**Task directions**
Set each entry down exactly as written.

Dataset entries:
*** Begin section ***
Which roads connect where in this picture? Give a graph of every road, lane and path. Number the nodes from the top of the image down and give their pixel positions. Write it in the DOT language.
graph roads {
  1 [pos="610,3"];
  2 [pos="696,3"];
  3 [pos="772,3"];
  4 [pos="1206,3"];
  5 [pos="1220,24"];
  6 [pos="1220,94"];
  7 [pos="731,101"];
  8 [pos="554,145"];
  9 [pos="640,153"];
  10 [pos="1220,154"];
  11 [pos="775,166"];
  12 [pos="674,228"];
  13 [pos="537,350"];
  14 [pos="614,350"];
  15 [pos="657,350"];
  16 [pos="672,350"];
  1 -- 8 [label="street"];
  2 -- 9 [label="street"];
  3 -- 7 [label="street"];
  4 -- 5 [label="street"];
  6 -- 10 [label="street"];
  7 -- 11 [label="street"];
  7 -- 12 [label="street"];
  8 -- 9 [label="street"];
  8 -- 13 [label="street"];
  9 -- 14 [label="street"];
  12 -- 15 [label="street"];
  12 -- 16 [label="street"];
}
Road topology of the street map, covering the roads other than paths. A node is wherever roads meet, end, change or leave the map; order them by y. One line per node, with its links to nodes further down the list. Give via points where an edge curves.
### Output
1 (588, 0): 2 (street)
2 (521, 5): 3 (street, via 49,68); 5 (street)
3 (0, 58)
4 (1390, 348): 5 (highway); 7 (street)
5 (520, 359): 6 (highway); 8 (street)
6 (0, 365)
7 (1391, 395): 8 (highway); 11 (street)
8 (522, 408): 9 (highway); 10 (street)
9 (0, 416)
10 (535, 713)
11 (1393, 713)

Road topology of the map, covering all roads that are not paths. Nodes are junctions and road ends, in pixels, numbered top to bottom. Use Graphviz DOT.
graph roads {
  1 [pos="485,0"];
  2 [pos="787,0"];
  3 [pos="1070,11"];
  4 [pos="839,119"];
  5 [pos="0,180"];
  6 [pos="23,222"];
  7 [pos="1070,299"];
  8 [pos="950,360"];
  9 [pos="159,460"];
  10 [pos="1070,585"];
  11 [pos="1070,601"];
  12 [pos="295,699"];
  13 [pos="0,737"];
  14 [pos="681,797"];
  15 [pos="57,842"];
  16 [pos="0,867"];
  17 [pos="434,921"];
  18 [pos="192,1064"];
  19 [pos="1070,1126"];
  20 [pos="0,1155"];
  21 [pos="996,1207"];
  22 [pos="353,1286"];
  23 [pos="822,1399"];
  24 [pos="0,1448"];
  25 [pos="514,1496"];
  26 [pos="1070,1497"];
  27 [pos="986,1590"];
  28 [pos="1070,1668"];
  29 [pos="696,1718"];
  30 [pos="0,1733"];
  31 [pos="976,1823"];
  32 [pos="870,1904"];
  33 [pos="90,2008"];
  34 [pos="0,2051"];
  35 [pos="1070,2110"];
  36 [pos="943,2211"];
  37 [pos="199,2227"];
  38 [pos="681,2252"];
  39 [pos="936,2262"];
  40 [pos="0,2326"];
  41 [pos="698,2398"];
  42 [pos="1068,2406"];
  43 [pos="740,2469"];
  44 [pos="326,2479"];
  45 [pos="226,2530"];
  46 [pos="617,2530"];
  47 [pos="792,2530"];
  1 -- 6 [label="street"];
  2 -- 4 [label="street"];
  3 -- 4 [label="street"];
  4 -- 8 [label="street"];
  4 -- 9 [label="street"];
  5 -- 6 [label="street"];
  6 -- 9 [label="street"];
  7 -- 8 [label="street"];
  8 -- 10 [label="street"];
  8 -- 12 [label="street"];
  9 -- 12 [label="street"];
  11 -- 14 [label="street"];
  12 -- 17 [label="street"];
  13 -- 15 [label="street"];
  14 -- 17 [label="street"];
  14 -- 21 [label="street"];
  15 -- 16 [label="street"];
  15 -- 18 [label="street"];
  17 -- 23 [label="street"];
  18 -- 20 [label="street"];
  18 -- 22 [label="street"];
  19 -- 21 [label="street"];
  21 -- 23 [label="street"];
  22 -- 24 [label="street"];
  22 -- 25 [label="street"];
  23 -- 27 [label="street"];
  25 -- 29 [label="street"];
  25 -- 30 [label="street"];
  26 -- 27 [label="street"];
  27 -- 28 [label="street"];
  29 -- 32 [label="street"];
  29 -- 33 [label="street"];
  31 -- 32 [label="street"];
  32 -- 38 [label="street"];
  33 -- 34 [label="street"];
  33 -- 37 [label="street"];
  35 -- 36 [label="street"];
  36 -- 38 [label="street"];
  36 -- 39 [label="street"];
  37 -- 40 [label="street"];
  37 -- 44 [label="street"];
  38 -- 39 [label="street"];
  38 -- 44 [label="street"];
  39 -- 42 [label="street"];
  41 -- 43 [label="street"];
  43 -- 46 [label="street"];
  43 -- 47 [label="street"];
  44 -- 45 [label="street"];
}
*** End section ***
**Result for this exercise**
Which roads connect where in this picture? Give a graph of every road, lane and path. Number the nodes from the top of the image down and give their pixel positions. Write it in the DOT language.
graph roads {
  1 [pos="610,3"];
  2 [pos="696,3"];
  3 [pos="772,3"];
  4 [pos="1206,3"];
  5 [pos="1220,24"];
  6 [pos="1220,94"];
  7 [pos="731,101"];
  8 [pos="554,145"];
  9 [pos="640,153"];
  10 [pos="1220,154"];
  11 [pos="775,166"];
  12 [pos="674,228"];
  13 [pos="537,350"];
  14 [pos="614,350"];
  15 [pos="657,350"];
  16 [pos="672,350"];
  1 -- 8 [label="street"];
  2 -- 9 [label="street"];
  3 -- 7 [label="street"];
  4 -- 5 [label="street"];
  6 -- 10 [label="street"];
  7 -- 11 [label="street"];
  7 -- 12 [label="street"];
  8 -- 9 [label="street"];
  8 -- 13 [label="street"];
  9 -- 14 [label="street"];
  12 -- 15 [label="street"];
  12 -- 16 [label="street"];
}
Road topology of the street map, covering the roads other than paths. A node is wherever roads meet, end, change or leave the map; order them by y. One line per node, with its links to nodes further down the list. Give via points where an edge curves.
### Output
1 (588, 0): 2 (street)
2 (521, 5): 3 (street, via 49,68); 5 (street)
3 (0, 58)
4 (1390, 348): 5 (highway); 7 (street)
5 (520, 359): 6 (highway); 8 (street)
6 (0, 365)
7 (1391, 395): 8 (highway); 11 (street)
8 (522, 408): 9 (highway); 10 (street)
9 (0, 416)
10 (535, 713)
11 (1393, 713)

Road topology of the map, covering all roads that are not paths. Nodes are junctions and road ends, in pixels, numbered top to bottom. Use Graphviz DOT.
graph roads {
  1 [pos="485,0"];
  2 [pos="787,0"];
  3 [pos="1070,11"];
  4 [pos="839,119"];
  5 [pos="0,180"];
  6 [pos="23,222"];
  7 [pos="1070,299"];
  8 [pos="950,360"];
  9 [pos="159,460"];
  10 [pos="1070,585"];
  11 [pos="1070,601"];
  12 [pos="295,699"];
  13 [pos="0,737"];
  14 [pos="681,797"];
  15 [pos="57,842"];
  16 [pos="0,867"];
  17 [pos="434,921"];
  18 [pos="192,1064"];
  19 [pos="1070,1126"];
  20 [pos="0,1155"];
  21 [pos="996,1207"];
  22 [pos="353,1286"];
  23 [pos="822,1399"];
  24 [pos="0,1448"];
  25 [pos="514,1496"];
  26 [pos="1070,1497"];
  27 [pos="986,1590"];
  28 [pos="1070,1668"];
  29 [pos="696,1718"];
  30 [pos="0,1733"];
  31 [pos="976,1823"];
  32 [pos="870,1904"];
  33 [pos="90,2008"];
  34 [pos="0,2051"];
  35 [pos="1070,2110"];
  36 [pos="943,2211"];
  37 [pos="199,2227"];
  38 [pos="681,2252"];
  39 [pos="936,2262"];
  40 [pos="0,2326"];
  41 [pos="698,2398"];
  42 [pos="1068,2406"];
  43 [pos="740,2469"];
  44 [pos="326,2479"];
  45 [pos="226,2530"];
  46 [pos="617,2530"];
  47 [pos="792,2530"];
  1 -- 6 [label="street"];
  2 -- 4 [label="street"];
  3 -- 4 [label="street"];
  4 -- 8 [label="street"];
  4 -- 9 [label="street"];
  5 -- 6 [label="street"];
  6 -- 9 [label="street"];
  7 -- 8 [label="street"];
  8 -- 10 [label="street"];
  8 -- 12 [label="street"];
  9 -- 12 [label="street"];
  11 -- 14 [label="street"];
  12 -- 17 [label="street"];
  13 -- 15 [label="street"];
  14 -- 17 [label="street"];
  14 -- 21 [label="street"];
  15 -- 16 [label="street"];
  15 -- 18 [label="street"];
  17 -- 23 [label="street"];
  18 -- 20 [label="street"];
  18 -- 22 [label="street"];
  19 -- 21 [label="street"];
  21 -- 23 [label="street"];
  22 -- 24 [label="street"];
  22 -- 25 [label="street"];
  23 -- 27 [label="street"];
  25 -- 29 [label="street"];
  25 -- 30 [label="street"];
  26 -- 27 [label="street"];
  27 -- 28 [label="street"];
  29 -- 32 [label="street"];
  29 -- 33 [label="street"];
  31 -- 32 [label="street"];
  32 -- 38 [label="street"];
  33 -- 34 [label="street"];
  33 -- 37 [label="street"];
  35 -- 36 [label="street"];
  36 -- 38 [label="street"];
  36 -- 39 [label="street"];
  37 -- 40 [label="street"];
  37 -- 44 [label="street"];
  38 -- 39 [label="street"];
  38 -- 44 [label="street"];
  39 -- 42 [label="street"];
  41 -- 43 [label="street"];
  43 -- 46 [label="street"];
  43 -- 47 [label="street"];
  44 -- 45 [label="street"];
}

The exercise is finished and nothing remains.